Stored data
━━━━━━━━
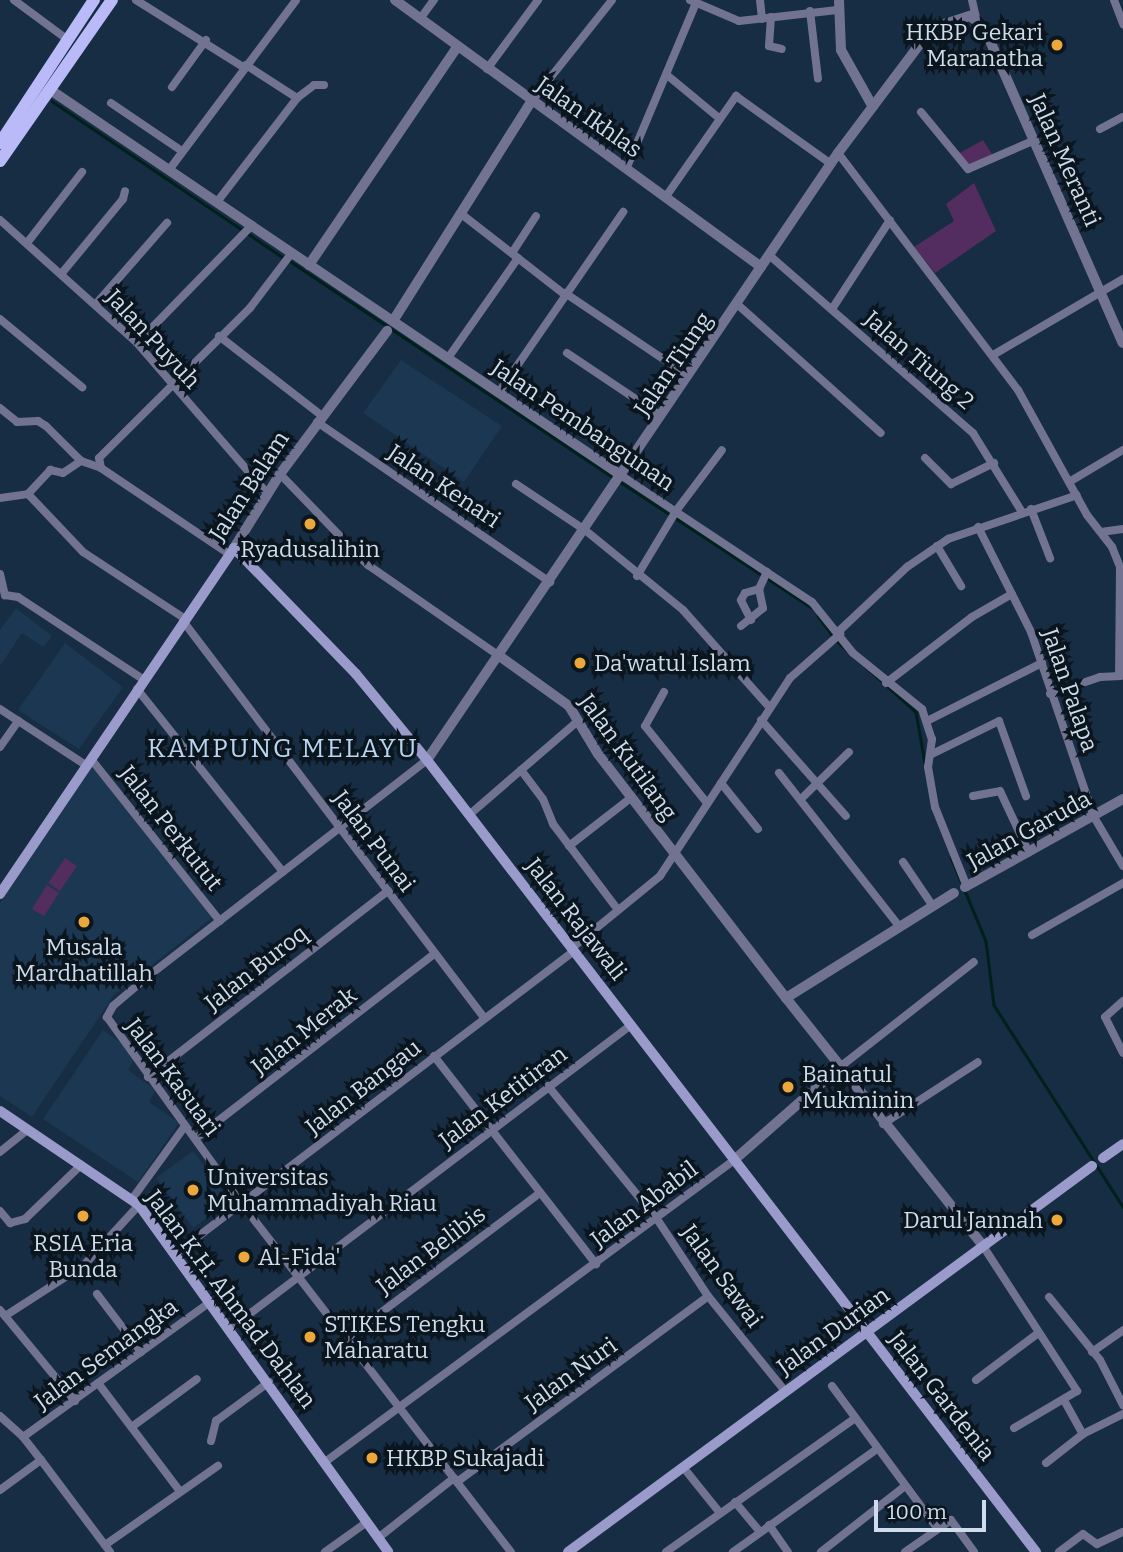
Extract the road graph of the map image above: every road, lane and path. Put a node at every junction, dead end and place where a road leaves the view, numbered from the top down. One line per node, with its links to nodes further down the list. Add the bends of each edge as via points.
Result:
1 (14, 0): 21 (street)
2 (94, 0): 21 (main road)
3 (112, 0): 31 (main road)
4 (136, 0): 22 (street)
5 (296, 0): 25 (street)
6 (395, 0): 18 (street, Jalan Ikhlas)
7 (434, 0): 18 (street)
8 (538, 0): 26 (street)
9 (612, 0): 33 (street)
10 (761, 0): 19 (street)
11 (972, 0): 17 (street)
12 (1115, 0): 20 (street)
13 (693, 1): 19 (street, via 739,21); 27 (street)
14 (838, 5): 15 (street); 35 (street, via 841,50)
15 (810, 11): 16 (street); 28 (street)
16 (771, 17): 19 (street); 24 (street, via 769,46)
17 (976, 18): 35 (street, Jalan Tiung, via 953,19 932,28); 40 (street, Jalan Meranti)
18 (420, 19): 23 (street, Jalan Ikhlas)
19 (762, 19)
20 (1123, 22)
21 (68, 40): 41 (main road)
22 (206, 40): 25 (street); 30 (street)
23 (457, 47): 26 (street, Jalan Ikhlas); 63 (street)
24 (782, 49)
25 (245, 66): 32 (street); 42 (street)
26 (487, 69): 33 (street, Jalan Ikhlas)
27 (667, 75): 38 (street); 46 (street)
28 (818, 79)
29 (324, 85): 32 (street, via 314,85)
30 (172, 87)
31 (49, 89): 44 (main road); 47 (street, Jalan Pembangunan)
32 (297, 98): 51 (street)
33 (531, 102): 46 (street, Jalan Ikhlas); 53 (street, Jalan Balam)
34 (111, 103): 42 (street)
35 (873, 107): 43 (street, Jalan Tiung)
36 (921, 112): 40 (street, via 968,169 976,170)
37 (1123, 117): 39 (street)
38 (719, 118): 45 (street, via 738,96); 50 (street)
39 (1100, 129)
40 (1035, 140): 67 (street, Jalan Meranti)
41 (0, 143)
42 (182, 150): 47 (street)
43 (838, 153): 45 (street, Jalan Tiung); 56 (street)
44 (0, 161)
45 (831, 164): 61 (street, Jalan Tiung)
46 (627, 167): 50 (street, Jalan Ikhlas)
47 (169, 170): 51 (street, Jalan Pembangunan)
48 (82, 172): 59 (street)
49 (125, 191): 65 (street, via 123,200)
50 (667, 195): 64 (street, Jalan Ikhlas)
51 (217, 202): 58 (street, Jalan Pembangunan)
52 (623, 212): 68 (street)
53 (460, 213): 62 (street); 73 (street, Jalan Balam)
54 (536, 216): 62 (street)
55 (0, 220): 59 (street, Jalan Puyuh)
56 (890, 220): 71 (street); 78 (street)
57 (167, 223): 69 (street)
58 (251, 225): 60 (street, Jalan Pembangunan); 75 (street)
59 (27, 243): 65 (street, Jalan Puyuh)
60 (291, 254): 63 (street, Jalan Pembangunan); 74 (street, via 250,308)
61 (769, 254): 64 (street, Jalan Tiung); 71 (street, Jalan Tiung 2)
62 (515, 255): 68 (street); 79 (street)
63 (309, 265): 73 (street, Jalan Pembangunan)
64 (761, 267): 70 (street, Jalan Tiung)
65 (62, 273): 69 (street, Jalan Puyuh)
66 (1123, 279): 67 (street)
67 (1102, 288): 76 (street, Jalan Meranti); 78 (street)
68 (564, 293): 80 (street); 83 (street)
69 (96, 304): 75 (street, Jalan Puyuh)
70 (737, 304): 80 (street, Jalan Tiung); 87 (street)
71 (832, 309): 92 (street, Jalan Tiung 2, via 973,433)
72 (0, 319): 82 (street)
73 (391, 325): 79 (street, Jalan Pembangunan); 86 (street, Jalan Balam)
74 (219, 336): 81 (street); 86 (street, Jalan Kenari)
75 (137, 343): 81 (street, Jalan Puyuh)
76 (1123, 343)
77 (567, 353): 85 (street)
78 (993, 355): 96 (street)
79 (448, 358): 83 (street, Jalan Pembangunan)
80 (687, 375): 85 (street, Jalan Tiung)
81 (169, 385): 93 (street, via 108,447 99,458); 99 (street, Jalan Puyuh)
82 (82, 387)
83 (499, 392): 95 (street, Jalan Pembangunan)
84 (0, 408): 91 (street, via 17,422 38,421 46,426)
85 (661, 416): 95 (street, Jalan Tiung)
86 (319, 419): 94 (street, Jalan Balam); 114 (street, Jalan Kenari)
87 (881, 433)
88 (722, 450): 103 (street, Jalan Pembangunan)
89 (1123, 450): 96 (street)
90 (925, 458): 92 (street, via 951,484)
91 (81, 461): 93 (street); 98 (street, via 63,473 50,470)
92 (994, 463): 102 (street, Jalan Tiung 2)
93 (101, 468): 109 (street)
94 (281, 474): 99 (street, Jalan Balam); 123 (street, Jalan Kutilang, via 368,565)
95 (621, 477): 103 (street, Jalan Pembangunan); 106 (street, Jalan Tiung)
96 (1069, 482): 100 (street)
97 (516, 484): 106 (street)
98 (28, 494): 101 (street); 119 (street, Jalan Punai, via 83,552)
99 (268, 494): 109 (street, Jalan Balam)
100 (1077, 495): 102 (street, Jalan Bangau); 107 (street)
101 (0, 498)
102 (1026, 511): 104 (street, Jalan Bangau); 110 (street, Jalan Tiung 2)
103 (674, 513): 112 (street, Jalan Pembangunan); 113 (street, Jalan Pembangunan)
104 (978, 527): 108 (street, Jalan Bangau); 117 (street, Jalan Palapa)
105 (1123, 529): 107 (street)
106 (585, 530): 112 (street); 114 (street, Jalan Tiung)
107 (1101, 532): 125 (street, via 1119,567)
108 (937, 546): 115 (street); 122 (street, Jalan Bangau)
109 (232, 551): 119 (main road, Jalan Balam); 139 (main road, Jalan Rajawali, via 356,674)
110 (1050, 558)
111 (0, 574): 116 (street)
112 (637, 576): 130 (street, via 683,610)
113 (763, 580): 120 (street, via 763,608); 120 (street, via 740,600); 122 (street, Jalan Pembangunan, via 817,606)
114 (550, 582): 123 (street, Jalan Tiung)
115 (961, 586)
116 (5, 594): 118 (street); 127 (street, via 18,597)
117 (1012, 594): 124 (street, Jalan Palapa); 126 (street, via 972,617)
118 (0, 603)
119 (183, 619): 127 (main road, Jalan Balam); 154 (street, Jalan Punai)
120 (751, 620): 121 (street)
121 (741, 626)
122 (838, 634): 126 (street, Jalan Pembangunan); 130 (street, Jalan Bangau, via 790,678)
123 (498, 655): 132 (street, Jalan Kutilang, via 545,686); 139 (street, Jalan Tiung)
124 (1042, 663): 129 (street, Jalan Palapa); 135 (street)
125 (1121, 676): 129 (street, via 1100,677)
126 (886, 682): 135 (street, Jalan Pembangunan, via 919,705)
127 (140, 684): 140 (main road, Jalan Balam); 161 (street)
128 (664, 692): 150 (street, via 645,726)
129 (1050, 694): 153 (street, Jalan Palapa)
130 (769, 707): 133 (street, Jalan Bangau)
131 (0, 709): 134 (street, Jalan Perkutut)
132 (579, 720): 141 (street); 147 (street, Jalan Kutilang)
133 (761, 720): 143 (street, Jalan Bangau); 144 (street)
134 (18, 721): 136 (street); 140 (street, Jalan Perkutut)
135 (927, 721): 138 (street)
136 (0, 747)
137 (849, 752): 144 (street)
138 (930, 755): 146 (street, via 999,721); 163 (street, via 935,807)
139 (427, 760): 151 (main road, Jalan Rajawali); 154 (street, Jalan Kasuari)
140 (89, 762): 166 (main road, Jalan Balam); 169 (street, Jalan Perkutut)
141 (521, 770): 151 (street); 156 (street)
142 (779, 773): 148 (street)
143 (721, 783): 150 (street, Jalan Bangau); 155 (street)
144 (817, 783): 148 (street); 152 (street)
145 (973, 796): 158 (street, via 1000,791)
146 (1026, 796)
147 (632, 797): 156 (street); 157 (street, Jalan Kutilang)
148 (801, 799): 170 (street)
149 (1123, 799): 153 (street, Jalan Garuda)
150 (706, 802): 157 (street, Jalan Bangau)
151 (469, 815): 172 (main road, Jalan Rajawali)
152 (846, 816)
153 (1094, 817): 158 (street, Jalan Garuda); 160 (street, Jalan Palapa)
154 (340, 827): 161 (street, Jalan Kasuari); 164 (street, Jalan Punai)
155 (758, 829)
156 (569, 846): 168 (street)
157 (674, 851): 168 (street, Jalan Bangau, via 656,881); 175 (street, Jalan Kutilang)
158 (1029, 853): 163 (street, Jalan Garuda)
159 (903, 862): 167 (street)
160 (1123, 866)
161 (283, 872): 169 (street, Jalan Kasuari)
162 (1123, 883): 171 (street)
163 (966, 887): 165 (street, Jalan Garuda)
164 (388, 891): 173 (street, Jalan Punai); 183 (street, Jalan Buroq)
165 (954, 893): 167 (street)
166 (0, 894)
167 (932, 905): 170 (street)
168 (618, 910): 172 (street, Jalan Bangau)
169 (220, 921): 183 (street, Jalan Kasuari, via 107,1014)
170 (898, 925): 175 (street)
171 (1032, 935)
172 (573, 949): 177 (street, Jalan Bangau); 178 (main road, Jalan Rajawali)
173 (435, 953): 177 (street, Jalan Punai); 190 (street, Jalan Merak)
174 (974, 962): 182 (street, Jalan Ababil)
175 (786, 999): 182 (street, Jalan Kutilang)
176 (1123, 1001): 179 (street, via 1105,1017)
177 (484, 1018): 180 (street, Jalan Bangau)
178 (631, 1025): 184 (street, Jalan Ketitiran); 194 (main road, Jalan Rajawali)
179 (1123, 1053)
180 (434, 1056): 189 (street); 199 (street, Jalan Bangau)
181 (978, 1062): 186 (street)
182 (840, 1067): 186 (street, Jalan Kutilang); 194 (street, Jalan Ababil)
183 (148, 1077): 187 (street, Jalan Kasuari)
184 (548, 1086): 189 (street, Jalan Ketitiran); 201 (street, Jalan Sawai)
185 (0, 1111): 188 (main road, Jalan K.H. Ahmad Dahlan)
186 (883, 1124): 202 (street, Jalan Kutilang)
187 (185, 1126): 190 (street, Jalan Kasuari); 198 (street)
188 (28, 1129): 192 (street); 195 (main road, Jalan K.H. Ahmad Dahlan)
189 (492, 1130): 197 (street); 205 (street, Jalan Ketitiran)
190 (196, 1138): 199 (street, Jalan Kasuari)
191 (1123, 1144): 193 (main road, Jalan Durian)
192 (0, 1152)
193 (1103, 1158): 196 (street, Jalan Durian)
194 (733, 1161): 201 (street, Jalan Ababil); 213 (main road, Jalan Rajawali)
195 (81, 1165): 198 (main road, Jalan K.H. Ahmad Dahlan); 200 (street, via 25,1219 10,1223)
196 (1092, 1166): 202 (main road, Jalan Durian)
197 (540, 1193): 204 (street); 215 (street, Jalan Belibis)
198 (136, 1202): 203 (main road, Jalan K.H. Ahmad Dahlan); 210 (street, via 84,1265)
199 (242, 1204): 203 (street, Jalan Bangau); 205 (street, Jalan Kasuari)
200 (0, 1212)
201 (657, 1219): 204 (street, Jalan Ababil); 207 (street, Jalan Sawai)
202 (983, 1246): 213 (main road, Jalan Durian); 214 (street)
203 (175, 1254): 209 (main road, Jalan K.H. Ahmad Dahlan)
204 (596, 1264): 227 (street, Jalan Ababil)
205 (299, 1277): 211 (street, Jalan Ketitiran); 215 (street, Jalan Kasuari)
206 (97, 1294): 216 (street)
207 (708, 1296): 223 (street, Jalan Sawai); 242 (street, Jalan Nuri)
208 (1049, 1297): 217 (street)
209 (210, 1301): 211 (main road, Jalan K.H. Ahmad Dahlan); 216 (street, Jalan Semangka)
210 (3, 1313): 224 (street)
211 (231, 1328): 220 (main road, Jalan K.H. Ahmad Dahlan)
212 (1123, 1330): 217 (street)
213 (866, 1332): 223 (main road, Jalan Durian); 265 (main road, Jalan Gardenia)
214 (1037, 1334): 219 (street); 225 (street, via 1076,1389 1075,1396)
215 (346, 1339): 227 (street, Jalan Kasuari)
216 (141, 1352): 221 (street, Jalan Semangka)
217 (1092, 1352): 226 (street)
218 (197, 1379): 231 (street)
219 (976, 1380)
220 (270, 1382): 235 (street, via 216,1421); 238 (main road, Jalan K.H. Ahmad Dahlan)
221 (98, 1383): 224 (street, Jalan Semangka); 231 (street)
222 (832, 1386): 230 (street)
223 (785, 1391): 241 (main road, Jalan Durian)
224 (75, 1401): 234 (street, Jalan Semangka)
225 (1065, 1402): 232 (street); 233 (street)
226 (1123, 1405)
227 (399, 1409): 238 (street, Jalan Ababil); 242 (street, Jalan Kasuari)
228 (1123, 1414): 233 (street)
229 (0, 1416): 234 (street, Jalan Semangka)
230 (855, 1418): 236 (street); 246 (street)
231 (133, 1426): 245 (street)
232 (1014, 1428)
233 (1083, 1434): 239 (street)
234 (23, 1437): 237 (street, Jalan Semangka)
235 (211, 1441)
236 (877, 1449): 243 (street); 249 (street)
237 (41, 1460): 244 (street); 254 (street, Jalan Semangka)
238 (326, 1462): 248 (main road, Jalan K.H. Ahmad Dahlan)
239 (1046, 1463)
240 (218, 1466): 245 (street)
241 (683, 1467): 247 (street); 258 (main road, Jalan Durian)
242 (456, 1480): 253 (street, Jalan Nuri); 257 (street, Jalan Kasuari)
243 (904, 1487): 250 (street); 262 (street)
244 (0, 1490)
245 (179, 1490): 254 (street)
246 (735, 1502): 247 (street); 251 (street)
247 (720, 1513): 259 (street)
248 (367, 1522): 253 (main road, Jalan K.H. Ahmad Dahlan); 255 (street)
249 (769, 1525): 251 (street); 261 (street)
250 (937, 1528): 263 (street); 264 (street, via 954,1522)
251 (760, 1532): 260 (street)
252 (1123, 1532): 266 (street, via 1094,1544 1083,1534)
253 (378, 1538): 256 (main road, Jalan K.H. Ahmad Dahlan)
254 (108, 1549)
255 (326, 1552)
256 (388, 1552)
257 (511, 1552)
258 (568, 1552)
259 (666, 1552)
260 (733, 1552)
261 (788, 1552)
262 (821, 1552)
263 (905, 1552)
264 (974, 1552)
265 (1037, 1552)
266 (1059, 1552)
━━━━━━━━
Exercise goal: Wherever the string "Ikhlas" appears in a line of the records above, copy that line.

Final answer:
6 (395, 0): 18 (street, Jalan Ikhlas)
18 (420, 19): 23 (street, Jalan Ikhlas)
23 (457, 47): 26 (street, Jalan Ikhlas); 63 (street)
26 (487, 69): 33 (street, Jalan Ikhlas)
33 (531, 102): 46 (street, Jalan Ikhlas); 53 (street, Jalan Balam)
46 (627, 167): 50 (street, Jalan Ikhlas)
50 (667, 195): 64 (street, Jalan Ikhlas)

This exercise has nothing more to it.